• **Required work**
Count every line of the listing where the string "Carlo" occurs, and reply with the count alone.

• **Material for this task**
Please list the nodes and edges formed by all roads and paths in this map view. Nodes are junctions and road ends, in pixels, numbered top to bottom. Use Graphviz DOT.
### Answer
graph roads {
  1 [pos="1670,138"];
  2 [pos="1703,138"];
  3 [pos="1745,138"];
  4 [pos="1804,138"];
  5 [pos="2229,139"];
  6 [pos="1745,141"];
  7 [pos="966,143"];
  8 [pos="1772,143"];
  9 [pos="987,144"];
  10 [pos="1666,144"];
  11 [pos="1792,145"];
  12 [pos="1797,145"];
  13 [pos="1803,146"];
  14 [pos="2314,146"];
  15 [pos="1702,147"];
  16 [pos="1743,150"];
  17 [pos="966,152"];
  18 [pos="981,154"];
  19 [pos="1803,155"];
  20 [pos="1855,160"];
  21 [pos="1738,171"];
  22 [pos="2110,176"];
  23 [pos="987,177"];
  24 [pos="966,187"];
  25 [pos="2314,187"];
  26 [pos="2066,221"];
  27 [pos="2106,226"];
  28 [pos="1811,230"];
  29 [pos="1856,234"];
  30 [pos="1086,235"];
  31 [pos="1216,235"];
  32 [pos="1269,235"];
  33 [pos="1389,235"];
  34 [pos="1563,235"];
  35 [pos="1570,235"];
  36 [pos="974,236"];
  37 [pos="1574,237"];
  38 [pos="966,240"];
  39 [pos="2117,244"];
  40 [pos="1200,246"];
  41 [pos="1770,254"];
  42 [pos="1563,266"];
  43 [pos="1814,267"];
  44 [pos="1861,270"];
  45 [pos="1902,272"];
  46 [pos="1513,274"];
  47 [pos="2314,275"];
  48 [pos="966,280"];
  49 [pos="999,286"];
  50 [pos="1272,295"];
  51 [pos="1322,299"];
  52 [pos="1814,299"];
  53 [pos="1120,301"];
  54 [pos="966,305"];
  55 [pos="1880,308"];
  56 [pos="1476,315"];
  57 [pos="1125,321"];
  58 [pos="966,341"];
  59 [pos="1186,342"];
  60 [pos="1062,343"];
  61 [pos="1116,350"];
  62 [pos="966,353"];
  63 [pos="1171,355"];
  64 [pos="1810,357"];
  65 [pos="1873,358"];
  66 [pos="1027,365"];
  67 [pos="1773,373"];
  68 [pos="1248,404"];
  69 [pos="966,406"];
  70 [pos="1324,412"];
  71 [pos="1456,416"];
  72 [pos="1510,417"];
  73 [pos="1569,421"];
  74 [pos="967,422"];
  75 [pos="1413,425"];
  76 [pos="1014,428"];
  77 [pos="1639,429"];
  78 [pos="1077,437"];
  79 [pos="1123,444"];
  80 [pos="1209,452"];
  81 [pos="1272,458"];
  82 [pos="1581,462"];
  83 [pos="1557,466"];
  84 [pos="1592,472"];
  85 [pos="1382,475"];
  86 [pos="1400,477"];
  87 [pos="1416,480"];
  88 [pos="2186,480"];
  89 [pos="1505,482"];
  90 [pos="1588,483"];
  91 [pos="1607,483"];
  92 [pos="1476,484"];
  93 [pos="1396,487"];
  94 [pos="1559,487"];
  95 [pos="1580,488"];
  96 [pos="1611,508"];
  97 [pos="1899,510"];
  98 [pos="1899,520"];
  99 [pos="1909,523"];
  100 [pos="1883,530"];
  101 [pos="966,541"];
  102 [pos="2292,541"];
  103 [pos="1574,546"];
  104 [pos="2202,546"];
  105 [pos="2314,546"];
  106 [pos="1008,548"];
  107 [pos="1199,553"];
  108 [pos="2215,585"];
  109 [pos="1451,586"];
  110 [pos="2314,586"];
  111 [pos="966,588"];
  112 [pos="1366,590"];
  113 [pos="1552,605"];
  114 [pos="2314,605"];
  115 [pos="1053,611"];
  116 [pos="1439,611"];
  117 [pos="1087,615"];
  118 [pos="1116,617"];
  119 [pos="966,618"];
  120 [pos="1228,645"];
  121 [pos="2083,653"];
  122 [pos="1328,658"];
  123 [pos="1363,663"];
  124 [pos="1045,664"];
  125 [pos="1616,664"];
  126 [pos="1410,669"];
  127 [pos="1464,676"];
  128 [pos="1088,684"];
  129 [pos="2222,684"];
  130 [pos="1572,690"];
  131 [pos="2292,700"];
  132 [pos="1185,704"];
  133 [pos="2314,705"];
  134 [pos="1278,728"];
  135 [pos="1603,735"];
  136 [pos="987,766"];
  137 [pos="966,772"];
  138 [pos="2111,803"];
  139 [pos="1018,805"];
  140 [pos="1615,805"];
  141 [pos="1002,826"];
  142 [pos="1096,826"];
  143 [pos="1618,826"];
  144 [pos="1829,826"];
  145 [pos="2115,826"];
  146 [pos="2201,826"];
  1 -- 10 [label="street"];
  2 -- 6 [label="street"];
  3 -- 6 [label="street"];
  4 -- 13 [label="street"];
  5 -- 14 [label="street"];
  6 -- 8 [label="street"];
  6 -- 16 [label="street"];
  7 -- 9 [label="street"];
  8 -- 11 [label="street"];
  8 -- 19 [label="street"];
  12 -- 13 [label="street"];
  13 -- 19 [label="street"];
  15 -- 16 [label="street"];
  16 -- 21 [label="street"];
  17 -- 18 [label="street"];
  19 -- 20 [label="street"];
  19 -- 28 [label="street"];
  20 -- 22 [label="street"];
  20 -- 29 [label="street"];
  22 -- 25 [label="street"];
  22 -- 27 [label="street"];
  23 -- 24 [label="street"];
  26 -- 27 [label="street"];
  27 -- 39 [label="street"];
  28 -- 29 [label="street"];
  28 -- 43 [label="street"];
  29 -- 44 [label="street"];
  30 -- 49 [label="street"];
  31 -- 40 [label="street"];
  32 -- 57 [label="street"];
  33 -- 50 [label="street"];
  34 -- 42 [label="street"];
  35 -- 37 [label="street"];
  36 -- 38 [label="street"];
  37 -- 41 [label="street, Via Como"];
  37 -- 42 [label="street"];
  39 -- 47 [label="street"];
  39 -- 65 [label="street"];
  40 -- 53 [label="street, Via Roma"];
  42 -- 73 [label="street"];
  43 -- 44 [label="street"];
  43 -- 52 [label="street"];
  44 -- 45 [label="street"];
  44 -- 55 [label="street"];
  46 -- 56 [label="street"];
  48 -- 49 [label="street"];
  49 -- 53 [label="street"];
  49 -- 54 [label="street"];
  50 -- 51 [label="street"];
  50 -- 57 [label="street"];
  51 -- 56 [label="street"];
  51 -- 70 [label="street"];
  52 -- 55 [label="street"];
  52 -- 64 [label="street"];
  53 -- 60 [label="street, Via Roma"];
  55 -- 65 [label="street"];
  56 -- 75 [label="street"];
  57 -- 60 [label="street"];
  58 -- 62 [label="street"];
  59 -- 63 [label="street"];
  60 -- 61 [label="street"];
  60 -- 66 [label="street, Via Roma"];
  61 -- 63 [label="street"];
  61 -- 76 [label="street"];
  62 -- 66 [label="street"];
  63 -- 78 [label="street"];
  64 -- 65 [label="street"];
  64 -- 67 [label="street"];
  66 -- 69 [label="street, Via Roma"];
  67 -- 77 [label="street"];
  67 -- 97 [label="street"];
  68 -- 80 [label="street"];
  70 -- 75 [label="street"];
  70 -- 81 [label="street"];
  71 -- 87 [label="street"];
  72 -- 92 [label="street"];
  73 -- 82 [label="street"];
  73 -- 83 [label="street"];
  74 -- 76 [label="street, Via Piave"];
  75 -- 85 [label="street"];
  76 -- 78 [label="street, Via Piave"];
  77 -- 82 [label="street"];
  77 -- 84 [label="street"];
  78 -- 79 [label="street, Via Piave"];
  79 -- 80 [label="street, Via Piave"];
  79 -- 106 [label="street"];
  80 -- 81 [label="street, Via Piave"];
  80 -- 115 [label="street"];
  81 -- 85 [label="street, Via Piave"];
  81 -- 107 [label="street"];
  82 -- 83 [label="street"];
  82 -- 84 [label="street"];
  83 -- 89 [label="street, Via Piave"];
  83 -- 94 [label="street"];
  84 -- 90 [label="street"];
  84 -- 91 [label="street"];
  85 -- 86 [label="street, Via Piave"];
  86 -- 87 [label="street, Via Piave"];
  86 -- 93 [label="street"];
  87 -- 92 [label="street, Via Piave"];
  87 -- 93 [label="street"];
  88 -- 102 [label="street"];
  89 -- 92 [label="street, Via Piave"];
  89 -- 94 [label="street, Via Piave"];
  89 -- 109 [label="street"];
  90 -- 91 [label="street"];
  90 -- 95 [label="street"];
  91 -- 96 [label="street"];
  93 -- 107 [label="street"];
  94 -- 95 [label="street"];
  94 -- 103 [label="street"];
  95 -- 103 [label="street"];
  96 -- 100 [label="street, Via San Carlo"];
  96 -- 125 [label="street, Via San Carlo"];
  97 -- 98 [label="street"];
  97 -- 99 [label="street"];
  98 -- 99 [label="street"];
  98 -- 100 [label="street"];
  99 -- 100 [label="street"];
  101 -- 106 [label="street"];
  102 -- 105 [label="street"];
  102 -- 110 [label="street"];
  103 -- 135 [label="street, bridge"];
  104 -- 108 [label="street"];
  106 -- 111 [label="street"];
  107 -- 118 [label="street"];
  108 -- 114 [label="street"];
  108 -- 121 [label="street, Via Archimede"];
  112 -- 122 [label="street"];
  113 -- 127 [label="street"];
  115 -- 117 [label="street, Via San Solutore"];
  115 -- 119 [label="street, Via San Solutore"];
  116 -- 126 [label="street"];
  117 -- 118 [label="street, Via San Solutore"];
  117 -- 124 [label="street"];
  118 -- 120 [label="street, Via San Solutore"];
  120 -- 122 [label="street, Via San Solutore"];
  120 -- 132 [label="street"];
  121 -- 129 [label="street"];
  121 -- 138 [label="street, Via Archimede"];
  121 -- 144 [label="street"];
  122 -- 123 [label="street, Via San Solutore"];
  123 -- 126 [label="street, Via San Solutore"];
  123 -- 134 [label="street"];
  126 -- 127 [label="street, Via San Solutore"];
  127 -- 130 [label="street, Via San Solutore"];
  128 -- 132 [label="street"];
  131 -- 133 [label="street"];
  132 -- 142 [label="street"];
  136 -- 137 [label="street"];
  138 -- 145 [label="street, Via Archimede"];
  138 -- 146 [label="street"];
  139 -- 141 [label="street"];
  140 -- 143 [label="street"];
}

• **Answer to this problem**
2